• [Activity]: Below are some entries. Copy each line in them that holds "path".

• [Recorded information]:
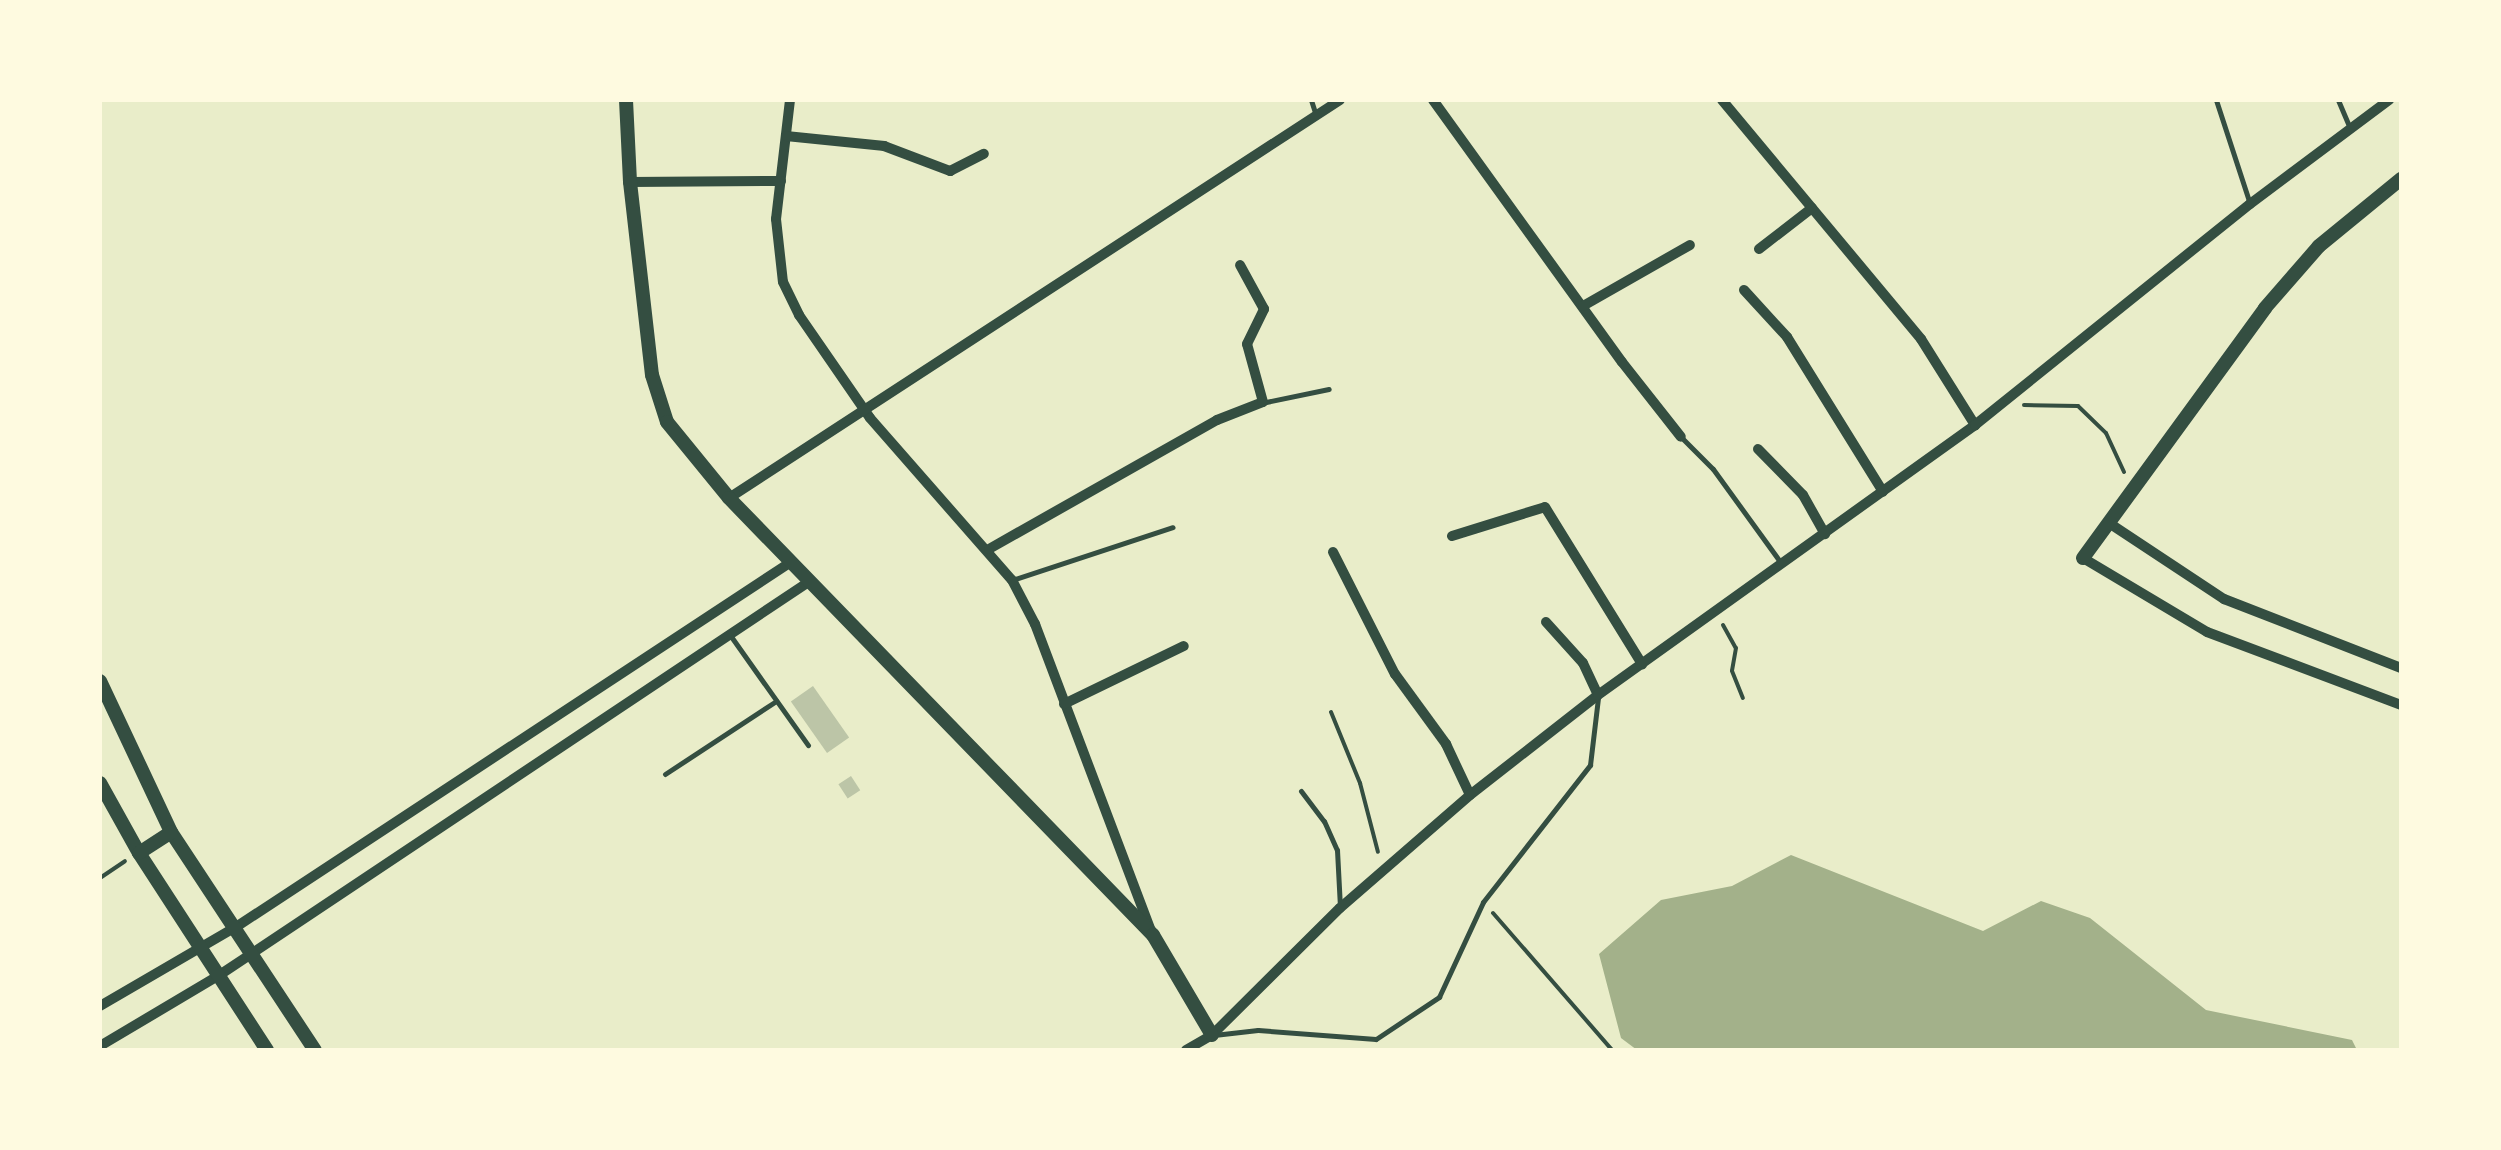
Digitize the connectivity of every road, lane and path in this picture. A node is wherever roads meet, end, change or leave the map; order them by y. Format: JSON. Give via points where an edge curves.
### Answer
{"nodes":[{"id":1,"x":626,"y":100,"type":"edge"},
{"id":2,"x":790,"y":100,"type":"edge"},
{"id":3,"x":1311,"y":100,"type":"edge"},
{"id":4,"x":1340,"y":100,"type":"edge"},
{"id":5,"x":1433,"y":100,"type":"edge"},
{"id":6,"x":1722,"y":100,"type":"edge"},
{"id":7,"x":2216,"y":100,"type":"edge"},
{"id":8,"x":2338,"y":100,"type":"edge"},
{"id":9,"x":2389,"y":100,"type":"edge"},
{"id":10,"x":1316,"y":115,"type":"junction"},
{"id":11,"x":2349,"y":126,"type":"junction"},
{"id":12,"x":786,"y":136,"type":"junction"},
{"id":13,"x":984,"y":154,"type":"dead end"},
{"id":14,"x":2401,"y":179,"type":"edge"},
{"id":15,"x":781,"y":181,"type":"junction"},
{"id":16,"x":630,"y":182,"type":"junction"},
{"id":17,"x":2250,"y":204,"type":"junction"},
{"id":18,"x":1812,"y":208,"type":"junction"},
{"id":19,"x":1690,"y":245,"type":"dead end"},
{"id":20,"x":1759,"y":249,"type":"dead end"},
{"id":21,"x":1240,"y":265,"type":"dead end"},
{"id":22,"x":1744,"y":290,"type":"dead end"},
{"id":23,"x":1583,"y":306,"type":"junction"},
{"id":24,"x":1330,"y":389,"type":"dead end"},
{"id":25,"x":1263,"y":402,"type":"junction"},
{"id":26,"x":1999,"y":404,"type":"junction"},
{"id":27,"x":864,"y":410,"type":"junction"},
{"id":28,"x":1975,"y":426,"type":"junction"},
{"id":29,"x":1681,"y":436,"type":"joint"},
{"id":30,"x":1758,"y":450,"type":"dead end"},
{"id":31,"x":2125,"y":475,"type":"dead end"},
{"id":32,"x":1883,"y":492,"type":"junction"},
{"id":33,"x":729,"y":498,"type":"junction"},
{"id":34,"x":2109,"y":523,"type":"junction"},
{"id":35,"x":1173,"y":528,"type":"dead end"},
{"id":36,"x":1826,"y":534,"type":"junction"},
{"id":37,"x":1452,"y":536,"type":"dead end"},
{"id":38,"x":989,"y":549,"type":"junction"},
{"id":39,"x":1333,"y":552,"type":"dead end"},
{"id":40,"x":2083,"y":558,"type":"joint"},
{"id":41,"x":791,"y":562,"type":"junction"},
{"id":42,"x":1782,"y":565,"type":"junction"},
{"id":43,"x":1012,"y":580,"type":"junction"},
{"id":44,"x":810,"y":581,"type":"junction"},
{"id":45,"x":1715,"y":612,"type":"junction"},
{"id":46,"x":1546,"y":622,"type":"dead end"},
{"id":47,"x":730,"y":635,"type":"junction"},
{"id":48,"x":1184,"y":646,"type":"dead end"},
{"id":49,"x":1642,"y":664,"type":"junction"},
{"id":50,"x":2401,"y":668,"type":"edge"},
{"id":51,"x":100,"y":680,"type":"edge"},
{"id":52,"x":1598,"y":696,"type":"junction"},
{"id":53,"x":1743,"y":698,"type":"dead end"},
{"id":54,"x":776,"y":701,"type":"junction"},
{"id":55,"x":1064,"y":704,"type":"junction"},
{"id":56,"x":2401,"y":705,"type":"edge"},
{"id":57,"x":1330,"y":712,"type":"dead end"},
{"id":58,"x":808,"y":746,"type":"dead end"},
{"id":59,"x":665,"y":774,"type":"dead end"},
{"id":60,"x":100,"y":782,"type":"edge"},
{"id":61,"x":1301,"y":791,"type":"dead end"},
{"id":62,"x":1470,"y":795,"type":"junction"},
{"id":63,"x":170,"y":832,"type":"junction"},
{"id":64,"x":138,"y":853,"type":"junction"},
{"id":65,"x":1383,"y":871,"type":"junction"},
{"id":66,"x":100,"y":878,"type":"edge"},
{"id":67,"x":1483,"y":902,"type":"junction"},
{"id":68,"x":1340,"y":908,"type":"junction"},
{"id":69,"x":236,"y":927,"type":"junction"},
{"id":70,"x":1153,"y":935,"type":"junction"},
{"id":71,"x":201,"y":948,"type":"junction"},
{"id":72,"x":251,"y":954,"type":"junction"},
{"id":73,"x":218,"y":976,"type":"junction"},
{"id":74,"x":100,"y":1006,"type":"edge"},
{"id":75,"x":1212,"y":1035,"type":"junction"},
{"id":76,"x":100,"y":1046,"type":"edge"},
{"id":77,"x":266,"y":1050,"type":"edge"},
{"id":78,"x":316,"y":1050,"type":"edge"},
{"id":79,"x":1186,"y":1050,"type":"edge"},
{"id":80,"x":1612,"y":1050,"type":"edge"}],
"edges":[{"from":1,"to":16,"type":"street"},
{"from":2,"to":12,"type":"street"},
{"from":3,"to":10,"type":"lane"},
{"from":4,"to":10,"type":"street"},
{"from":5,"to":23,"type":"street"},
{"from":6,"to":18,"type":"street"},
{"from":7,"to":17,"type":"lane"},
{"from":8,"to":11,"type":"lane"},
{"from":9,"to":11,"type":"street"},
{"from":10,"to":27,"type":"street"},
{"from":11,"to":17,"type":"street"},
{"from":12,"to":13,"type":"street","via":[[884,146],[950,171]]},
{"from":12,"to":15,"type":"street"},
{"from":14,"to":34,"type":"street","via":[[2319,246],[2265,308]]},
{"from":15,"to":16,"type":"street"},
{"from":15,"to":27,"type":"street","via":[[776,219],[783,282]]},
{"from":16,"to":33,"type":"street","via":[[652,375],[667,422]]},
{"from":17,"to":26,"type":"street"},
{"from":18,"to":20,"type":"street"},
{"from":18,"to":28,"type":"street","via":[[1921,339]]},
{"from":19,"to":23,"type":"street"},
{"from":21,"to":25,"type":"street","via":[[1264,309],[1247,344]]},
{"from":22,"to":32,"type":"street","via":[[1786,338]]},
{"from":23,"to":29,"type":"street"},
{"from":24,"to":25,"type":"lane"},
{"from":25,"to":38,"type":"street","via":[[1217,420]]},
{"from":26,"to":28,"type":"street"},
{"from":26,"to":31,"type":"path","via":[[2078,406],[2106,433]]},
{"from":27,"to":33,"type":"street"},
{"from":27,"to":38,"type":"street"},
{"from":28,"to":32,"type":"street"},
{"from":29,"to":42,"type":"lane"},
{"from":30,"to":36,"type":"street","via":[[1803,495]]},
{"from":32,"to":36,"type":"street"},
{"from":33,"to":41,"type":"street"},
{"from":34,"to":40,"type":"street"},
{"from":34,"to":50,"type":"street","via":[[2224,600]]},
{"from":35,"to":43,"type":"lane"},
{"from":36,"to":42,"type":"street"},
{"from":37,"to":49,"type":"street","via":[[1544,507]]},
{"from":38,"to":43,"type":"street"},
{"from":39,"to":62,"type":"street","via":[[1395,674],[1446,744]]},
{"from":40,"to":56,"type":"street","via":[[2207,632]]},
{"from":41,"to":44,"type":"street"},
{"from":41,"to":69,"type":"street"},
{"from":42,"to":45,"type":"street"},
{"from":43,"to":55,"type":"street"},
{"from":44,"to":47,"type":"street"},
{"from":44,"to":70,"type":"street"},
{"from":45,"to":49,"type":"street"},
{"from":45,"to":53,"type":"path","via":[[1736,648],[1732,671]]},
{"from":46,"to":52,"type":"street","via":[[1582,663]]},
{"from":47,"to":54,"type":"lane"},
{"from":47,"to":72,"type":"street"},
{"from":48,"to":55,"type":"street"},
{"from":49,"to":52,"type":"street"},
{"from":51,"to":63,"type":"street"},
{"from":52,"to":62,"type":"street"},
{"from":52,"to":67,"type":"lane","via":[[1590,765]]},
{"from":54,"to":58,"type":"lane"},
{"from":54,"to":59,"type":"lane"},
{"from":55,"to":70,"type":"street"},
{"from":57,"to":65,"type":"path","via":[[1360,783]]},
{"from":60,"to":64,"type":"street"},
{"from":61,"to":68,"type":"lane","via":[[1337,850]]},
{"from":62,"to":65,"type":"street"},
{"from":63,"to":64,"type":"street"},
{"from":63,"to":69,"type":"street"},
{"from":64,"to":66,"type":"path"},
{"from":64,"to":71,"type":"street"},
{"from":65,"to":68,"type":"street"},
{"from":67,"to":75,"type":"lane","via":[[1439,997],[1376,1039],[1258,1030]]},
{"from":67,"to":80,"type":"path"},
{"from":68,"to":75,"type":"street"},
{"from":69,"to":71,"type":"street"},
{"from":69,"to":72,"type":"street"},
{"from":70,"to":75,"type":"street"},
{"from":71,"to":73,"type":"street"},
{"from":71,"to":74,"type":"street"},
{"from":72,"to":73,"type":"street"},
{"from":72,"to":78,"type":"street"},
{"from":73,"to":76,"type":"street"},
{"from":73,"to":77,"type":"street"},
{"from":75,"to":79,"type":"street"}]}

• [Problem solution]:
Digitize the connectivity of every road, lane and path in this picture. A node is wherever roads meet, end, change or leave the map; order them by y. Format: JSON. Give via points where an edge curves.
{"from":26,"to":31,"type":"path","via":[[2078,406],[2106,433]]},
{"from":45,"to":53,"type":"path","via":[[1736,648],[1732,671]]},
{"from":57,"to":65,"type":"path","via":[[1360,783]]},
{"from":64,"to":66,"type":"path"},
{"from":67,"to":80,"type":"path"},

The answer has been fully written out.